Le urne sono chiuse. Lo spoglio comincerà nella giornata di domani, mercoledì 11 luglio, e per la prima volta sarà possibile seguire le operazioni di visione delle schede in diretta. Comincia, dunque, il conto alla rovescia per la nuova formazione dell’ala togata del Consiglio superiore della magistratura. Altissima, secondo le prime stime, l’affluenza alle urne da parte dei magistrati, chiamati ad eleggere 16 esponenti. In particolare saranno eletti due magistrati di Cassazione; quattro pubblici ministeri; dieci giudici di merito. Dal momento che il sistema elettorale è maggioritario puro con una lista unica nazionale per ciascuna delle tre categorie da eleggere, risulteranno eletti i magistrati che, in ciascuna lista, riportano il maggior numero di voti. La componente laica del Csm, otto membri in tutto, sarà invece scelta dal Parlamento che si riunirà in seduta comune giovedì 19 luglio.
Nel giorno delle elezioni spunta, invece, un’indiscrezione sulla petizione partita a fine giugno su iniziativa del giudice Andrea Mirenda nella quale si chiede «la liberazione del Csm dalle correnti». Nell’appello, in particolare, si chiede al legislatore di introdurre il sorteggio per selezionare i candidati alle elezioni dei 16 togati e di abolire l’immunità per i consiglieri di Palazzo dei marescialli. Con la petizione si chiede di far cessare «l’intollerabile strapotere» delle correnti della magistratura, che ha portato il Csm ad abusare «degli ampissimi poteri discrezionali» che la legge sull’ordinamento giudiziario gli assegna con scelte «di tipo clientelare» per le nomine ai vertici degli uffici giudiziari. «La credibilità del Csm è ormai fortemente compromessa agli occhi degli stessi magistrati – si legge nella petizione – Il malcontento è diffuso.
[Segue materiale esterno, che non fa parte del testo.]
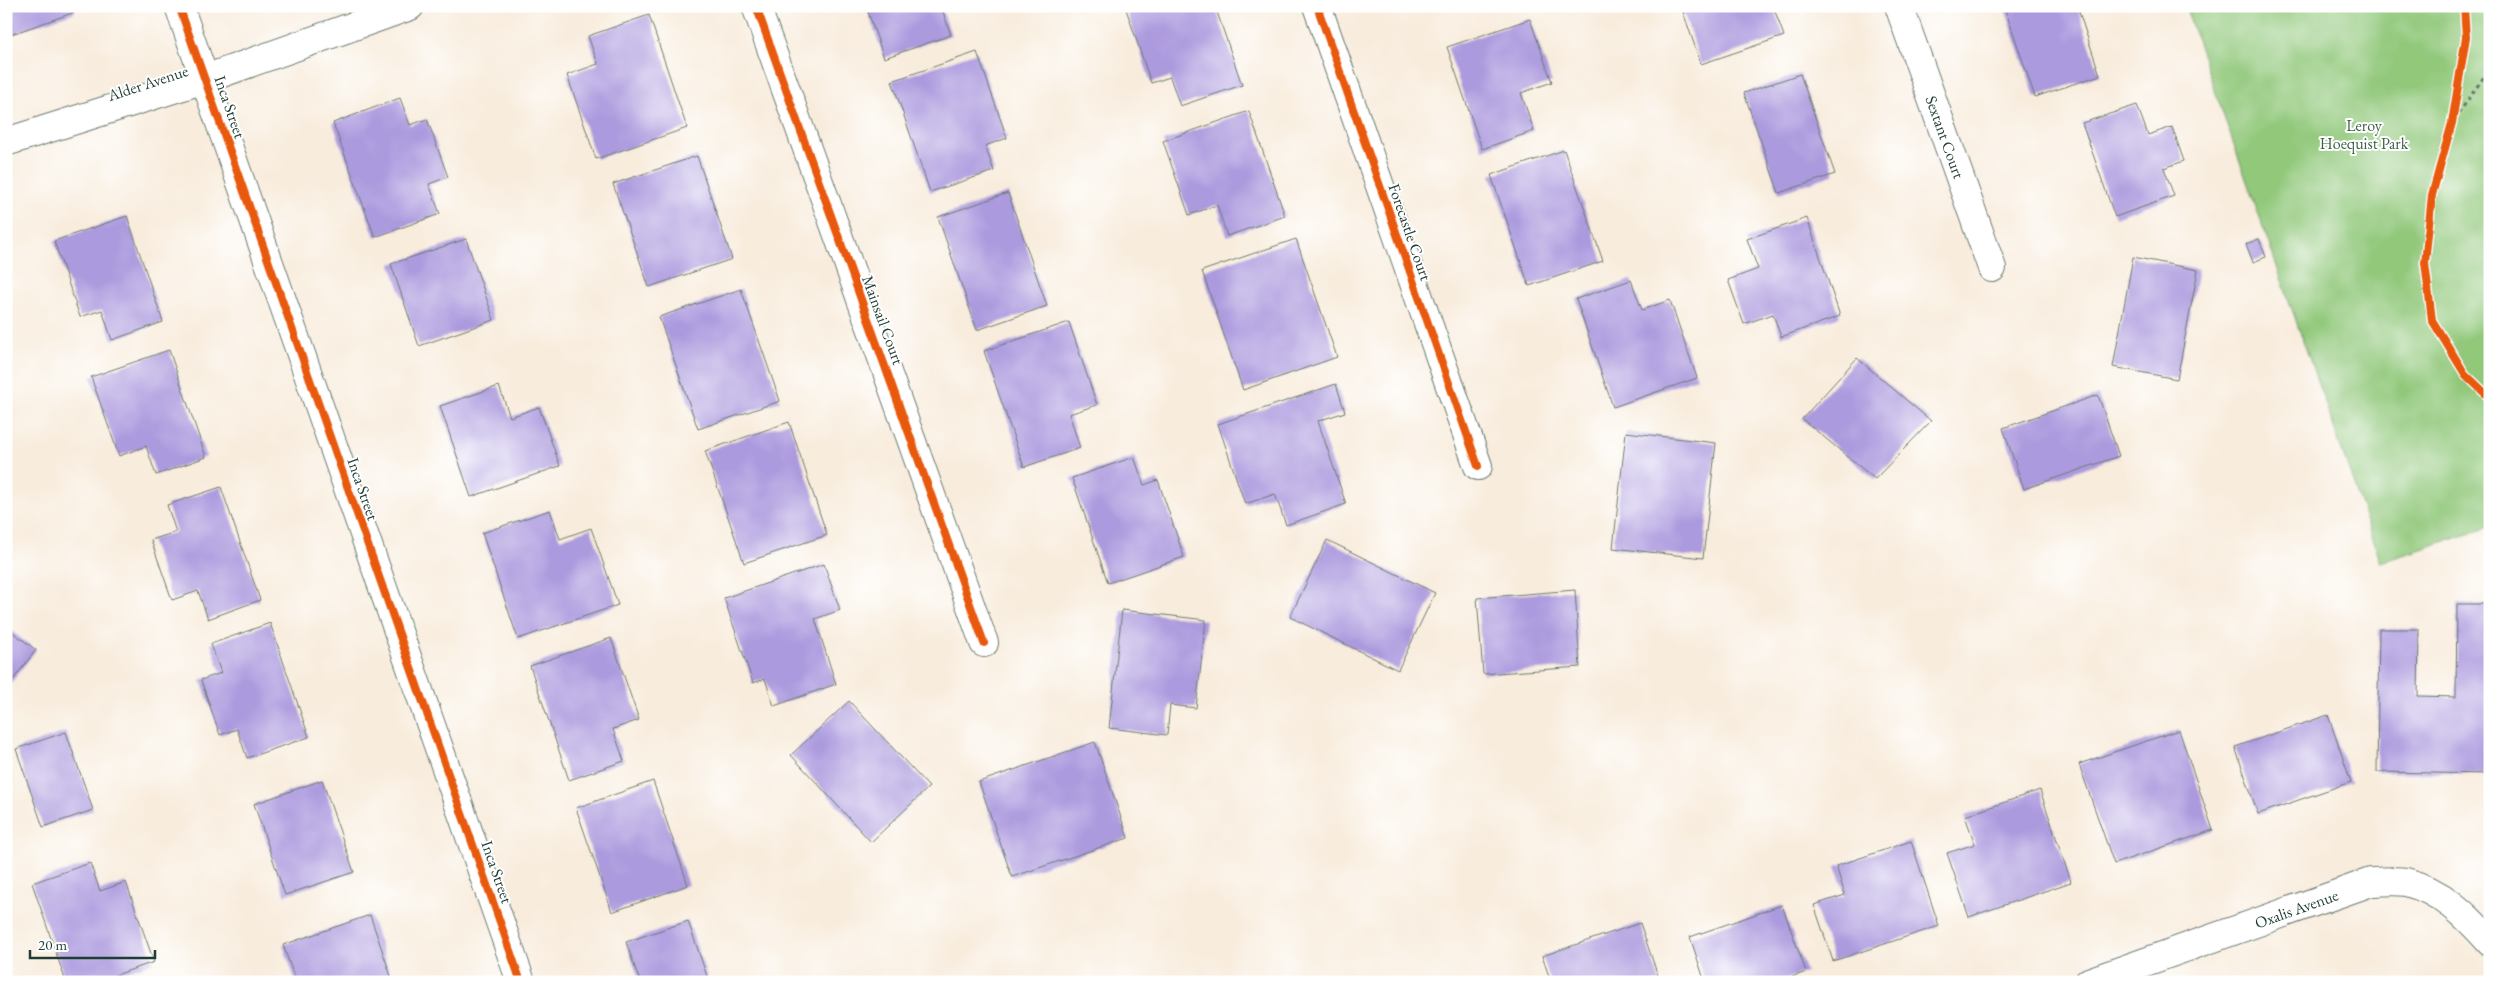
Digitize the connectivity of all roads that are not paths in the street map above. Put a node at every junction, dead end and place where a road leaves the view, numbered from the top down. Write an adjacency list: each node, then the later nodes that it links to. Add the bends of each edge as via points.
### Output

La necessità di un cambiamento è fortemente avvertita ed assolutamente indispensabile ad evitare che tale perdita di credibilità si traduca in un pretesto di cui le forze politiche possano approfittarsi per operare lo svuotamento delle prerogative che la Costituzione e la legge hanno assegnato al Csm a tutela dell’Indipendenza dei singoli magistrati». C’è anche un appello ai prossimi consiglieri perché adottino «tutte le misure per scongiurare che le decisioni del Csm siano determinate da logiche correntizie, anziché dai criteri oggettivi e trasparenti, ispirati al solo fine di garantire la valorizzazione del merito e del corretto funzionamento dell’organo di autogoverno». Tra i firmatari non ci sono nomi noti, ad eccezione di Carla Raineri, giudice alla Corte d’appello di Milano, che è stata per un mese capo di gabinetto della sindaca di Roma Virginia Raggi. Qualche mese fa Mirenda era finito al centro delle polemiche per aver parlato in un libro-intervista di «metodi mafiosi» seguiti dal Csm.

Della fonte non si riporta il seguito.